Venezuela bereite sich vielleicht gezwungenermaßen auf einen Krieg vor, doch wolle es lieber einen Dialog mit den Vereinigten Staaten, sagt sein Außenminister. Von der EU kann es dabei aber kaum Hilfe erwarten.

          Im Ringen um die Macht in Venezuela will die Regierung von Staatspräsident Nicolás Maduro einen Dialog mit den Vereinigten Staaten und „keinen Krieg“. Das sagte Außenminister Jorge Arreaza am Dienstagabend in Kubas Hauptstadt Havanna. „Wir bereiten uns vielleicht darauf vor, weil uns die Umstände dazu zwingen, aber wir wollen Frieden“, sagte Arreaza während eines Treffens des Rats der Bolivarischen Allianz (Alba), eines Zusammenschlusses mehrerer Länder, den Kuba und Venezuela anführen.

          Seit Wochen tobt in dem südamerikanischen Land ein Machtkampf zwischen Maduro und dem Oppositionellen Juan Guaidó, der sich selbst zum Interimspräsidenten des Landes ernannt hatte. Washington hat wie auch viele EU-Staaten und zahlreiche Länder in Lateinamerika Guaidó als Staatsoberhaupt anerkannt und verlangt einen Machtwechsel. Dabei schlossen die Vereinigten Staaten in der Vergangenheit auch eine militärische Aktion nicht aus. China, Russland, die Türkei sowie Kuba, Bolivien und Nicaragua hingegen stützen weiterhin Maduro.

          „Von Havanna aus rufen wir Amerika zu einem Dialog auf, zum gegenseitigen Respekt, zur Beendigung der militärischen Bedrohung, zur Beendigung der Arroganz, zur Beendigung der Blockade gegen das Volk von Venezuela“, sagte Arreaza während des Alba-Treffens. Der kubanische Außenminister Bruno Rodríguez sagte zu Beginn der Sitzung, die Androhung, Gewalt gegen Venezuela einzusetzen, sei die größte Gefahr für den Frieden und die Sicherheit in der Region.

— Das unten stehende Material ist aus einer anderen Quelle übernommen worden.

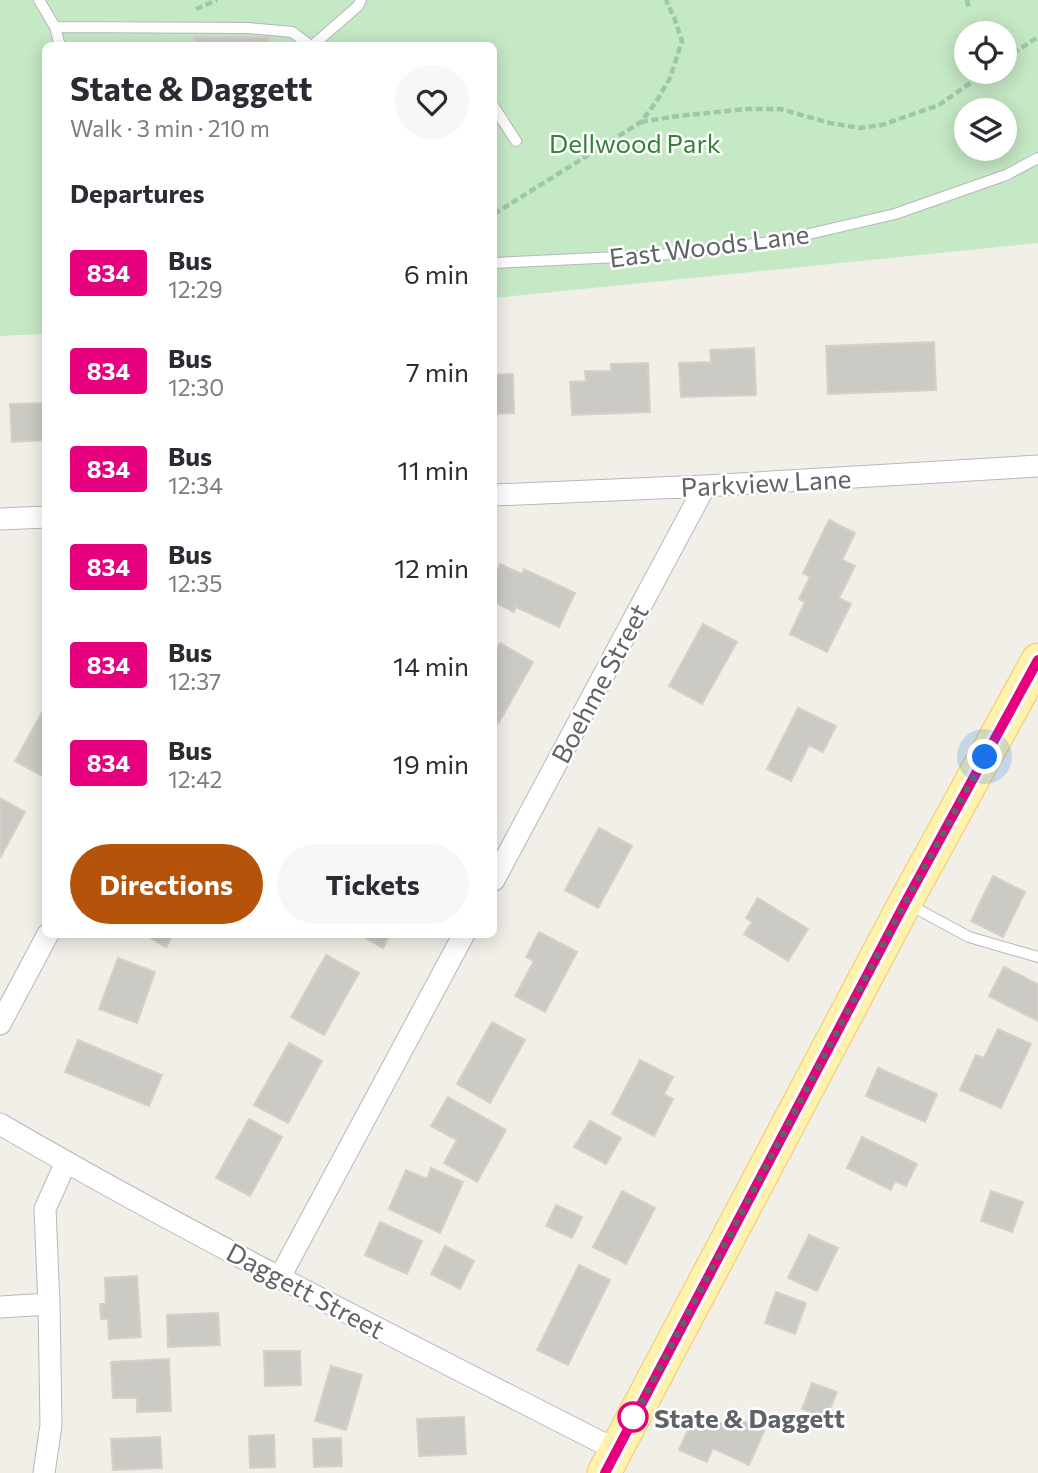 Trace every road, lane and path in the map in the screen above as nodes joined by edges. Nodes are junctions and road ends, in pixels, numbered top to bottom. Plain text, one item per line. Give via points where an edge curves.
1 (39, 0) edge
2 (361, 0) edge
3 (666, 0) edge
4 (967, 0) edge
5 (969, 9) dead end
6 (55, 27) junction
7 (1038, 37) edge
8 (59, 42) edge
9 (306, 42) edge
10 (317, 42) edge
11 (1017, 51) edge
12 (969, 84) edge
13 (497, 112) edge
14 (641, 122) junction
15 (516, 141) dead end
16 (1038, 158) edge
17 (497, 212) edge
18 (497, 263) edge
19 (1038, 466) edge
20 (705, 486) junction
21 (497, 495) edge
22 (42, 517) edge
23 (0, 519) edge
24 (1038, 660) edge
25 (497, 874) edge
26 (905, 903) junction
27 (46, 938) edge
28 (462, 938) edge
29 (1038, 957) edge
30 (0, 1024) edge
31 (0, 1124) edge
32 (66, 1162) junction
33 (280, 1278) junction
34 (49, 1304) junction
35 (0, 1307) edge
36 (610, 1462) edge
37 (44, 1473) edge

1 - 6 lane
2 - 10 lane
3 - 14 path via 682,41 670,78
4 - 5 path
6 - 8 lane
6 - 9 lane via 248,28 292,32
7 - 11 path
12 - 14 path via 939,105 860,128 780,108
13 - 15 lane
14 - 17 path
16 - 18 lane, East Woods Lane via 1006,175 895,214 779,241 660,255
19 - 20 street, Parkview Lane
20 - 21 street, Parkview Lane
20 - 25 street, Boehme Street
22 - 23 street
24 - 26 main road
26 - 29 lane via 969,937
26 - 36 main road
27 - 30 street
28 - 33 street
31 - 32 street, Daggett Street
32 - 33 street, Daggett Street
32 - 34 street via 45,1209
33 - 36 street, Daggett Street
34 - 35 street
34 - 37 street via 51,1425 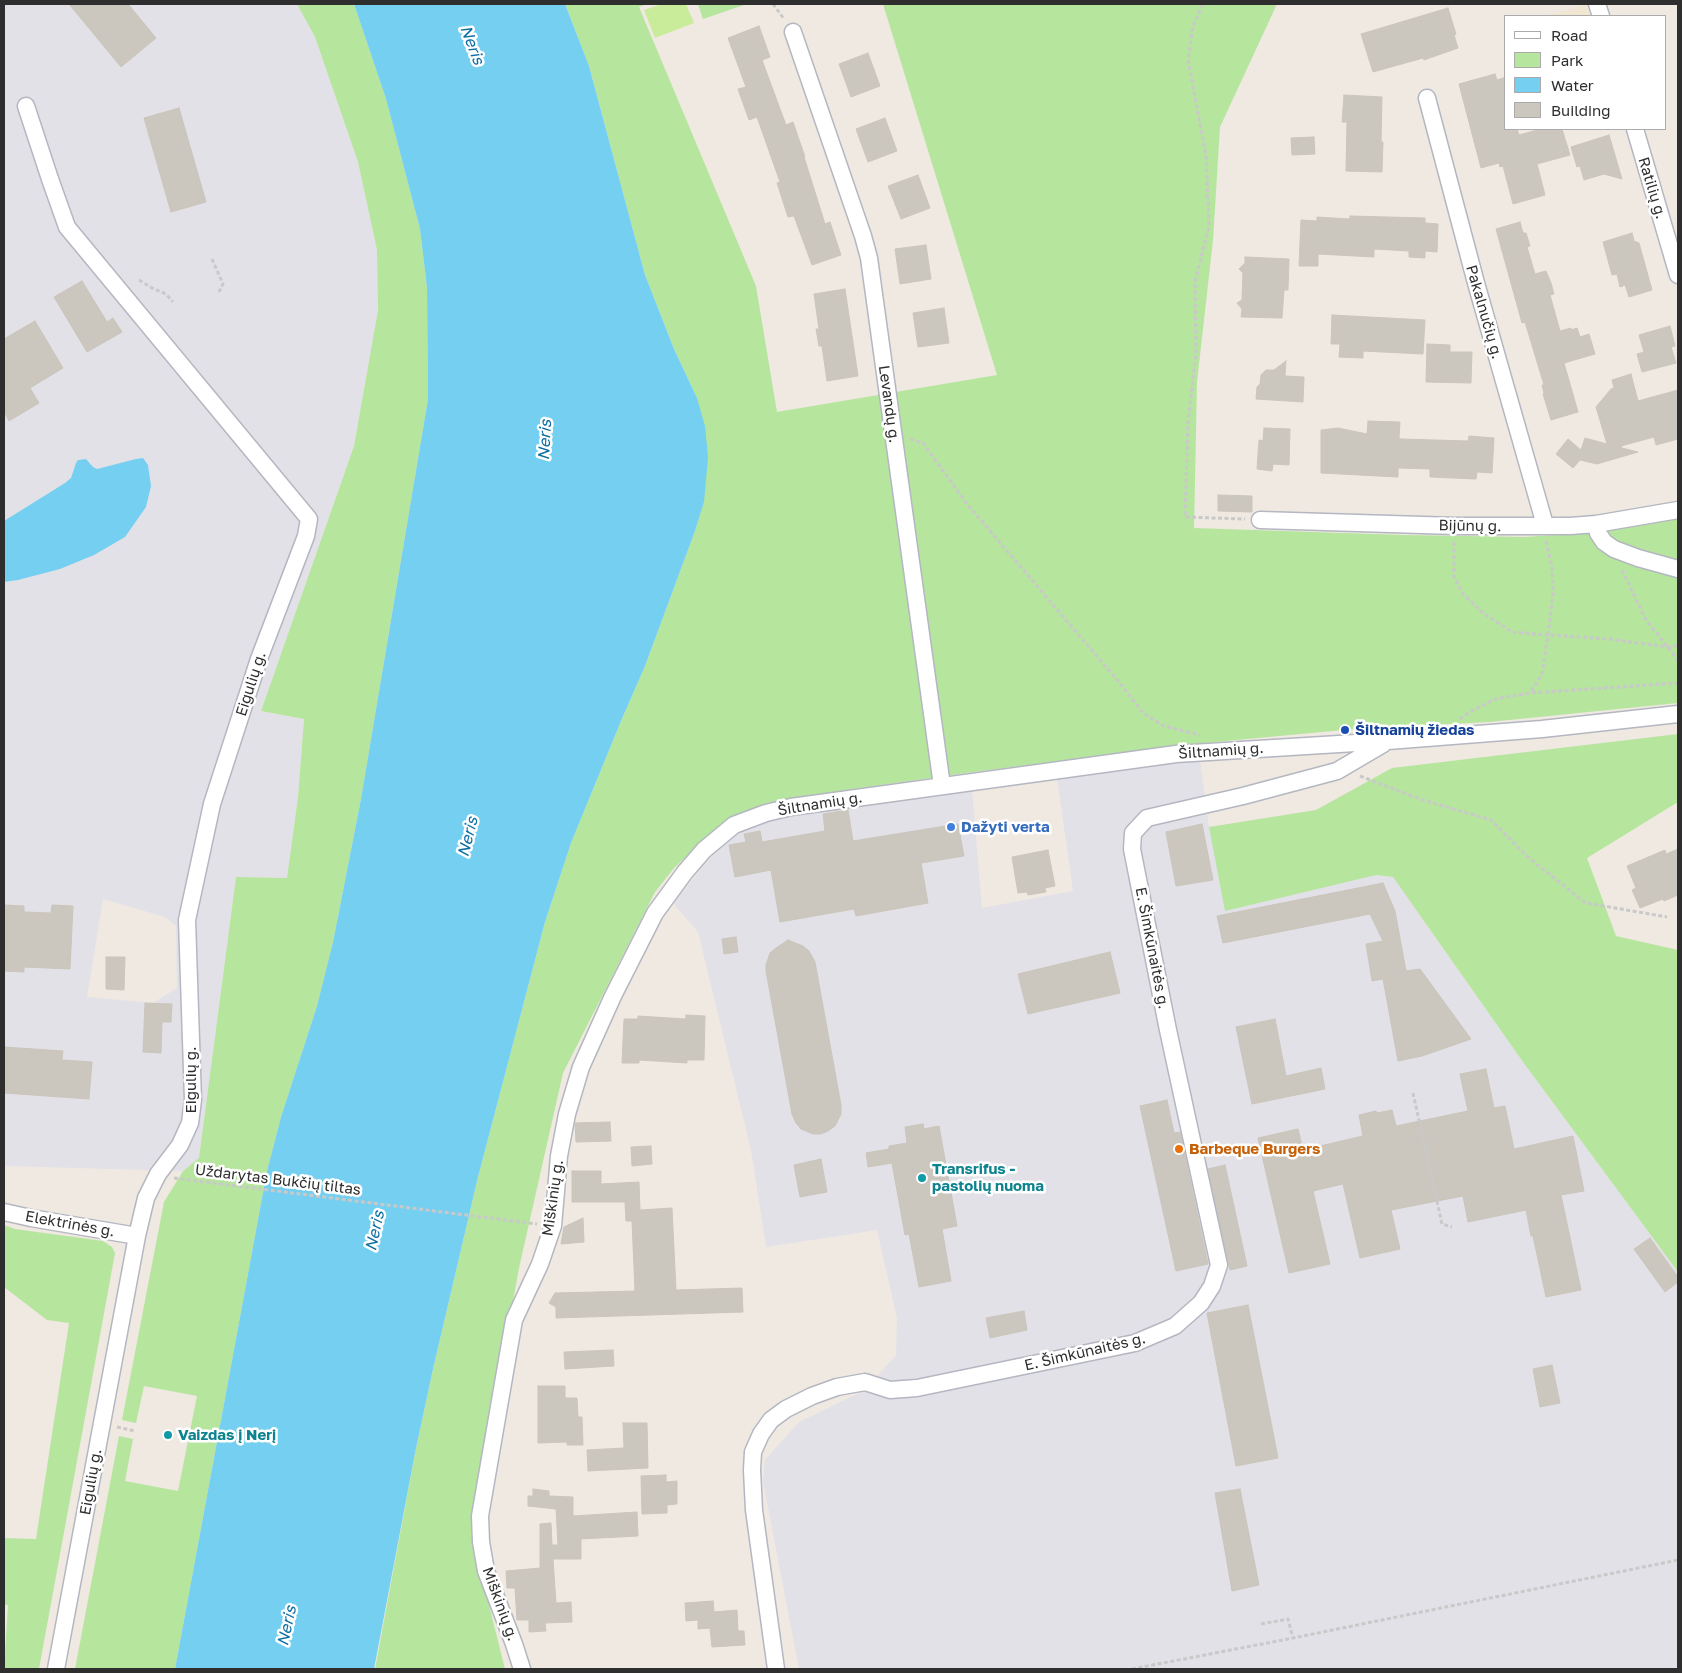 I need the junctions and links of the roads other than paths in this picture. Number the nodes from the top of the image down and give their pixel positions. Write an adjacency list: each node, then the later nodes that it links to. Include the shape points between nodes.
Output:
1 (794, 32): 13 (street, Levandų g., via 869,258)
2 (1427, 98): 9 (street, Pakalnučių g.)
3 (26, 106): 16 (street, Eigulių g., via 68,227 309,519 306,536 259,659 212,804 187,920 193,1100 190,1123 180,1145 158,1174 146,1198)
4 (1634, 130): 5 (street, Ratilių g.)
5 (1678, 275)
6 (1678, 510): 8 (street, Bijūnų g.)
7 (1260, 520): 9 (street, Bijūnų g., via 1454,526)
8 (1596, 524): 9 (street, Bijūnų g.); 10 (street, via 1604,542 1614,549)
9 (1545, 525)
10 (1678, 569)
11 (1678, 714): 12 (street, Šiltnamių g.)
12 (1388, 741): 13 (street, Šiltnamių g., via 1176,754); 19 (street, E. Šimkūnaitės g., via 1337,771 1147,818 1133,833 1132,849 1219,1266 1212,1286 1201,1303 1175,1326 1135,1343 917,1388 890,1390 865,1382 837,1387 812,1396 771,1420 760,1434 753,1452 752,1470 754,1510)
13 (942, 786): 14 (street, Šiltnamių g.)
14 (766, 813): 18 (street, Miškinių g., via 734,824 704,850 655,913 581,1067 567,1114 559,1156 553,1226 540,1264 514,1320 480,1516 480,1542 486,1571)
15 (4, 1212): 16 (street, Elektrinės g.)
16 (137, 1236): 17 (street, Eigulių g.)
17 (56, 1669)
18 (522, 1669)
19 (776, 1669)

          Die Europäische Union sieht sich derweil in dem seit Monaten andauernden Machtkampf in Venezuela wegen ihrer politischen Parteinahme nicht in der Vermittlerrolle. „Wir sind nicht neutral“, sagte die Generalsekretärin des Europäischen Auswärtigen Dienstes, Helga Schmid, am Dienstag in Buenos Aires. „Wir glauben, dass Präsident Nicolás Maduro über keine Legitimation mehr verfügt und die Nationalversammlung die einzige demokratische Institution ist.“ Eine militärische Intervention schloss die deutsche Spitzendiplomatin allerdings aus. „Wir wollen eine ausgehandelte, politische Lösung“, sagte sie. Mit gezielten Sanktionen gegen Maduros engstes Umfeld wolle die EU den Druck auf die Regierung in Caracas erhöhen. Breitere wirtschaftliche Sanktionen gegen das südamerikanische Land seien derzeit nicht vorgesehen, um der notleidenden Bevölkerung nicht noch weiter zu schaden, sagte Schmid.

          Die Vereinigten Staaten gehen Insidern zufolge im Zusammenhang mit Geldwäschevorwürfen gegen venezolanische Regierungsmitglieder vor. Sie würden verdächtigt, über ein vom Militär betriebenes Lebensmittelprogramm Geld für Präsident Nicolas Maduro gewaschen zu haben, sagten mit dem Vorgang vertraute Personen am Dienstag. In den kommenden drei Monaten sollten Sanktionen und Strafanzeigen auf den Weg gebracht werden. Beteiligt seien mehrere Behörden, darunter der nationale Sicherheitsrat und das Finanz-, Außen- und Justizministerium. Die beteiligten Behörden waren nicht für eine Stellungnahme zu erreichen. Das Wall Street Journal hatte berichtet, dass die
          Vereinigten Staaten eine Reihe von Maßnahmen gegen Geldwäsche im großen Stil planten.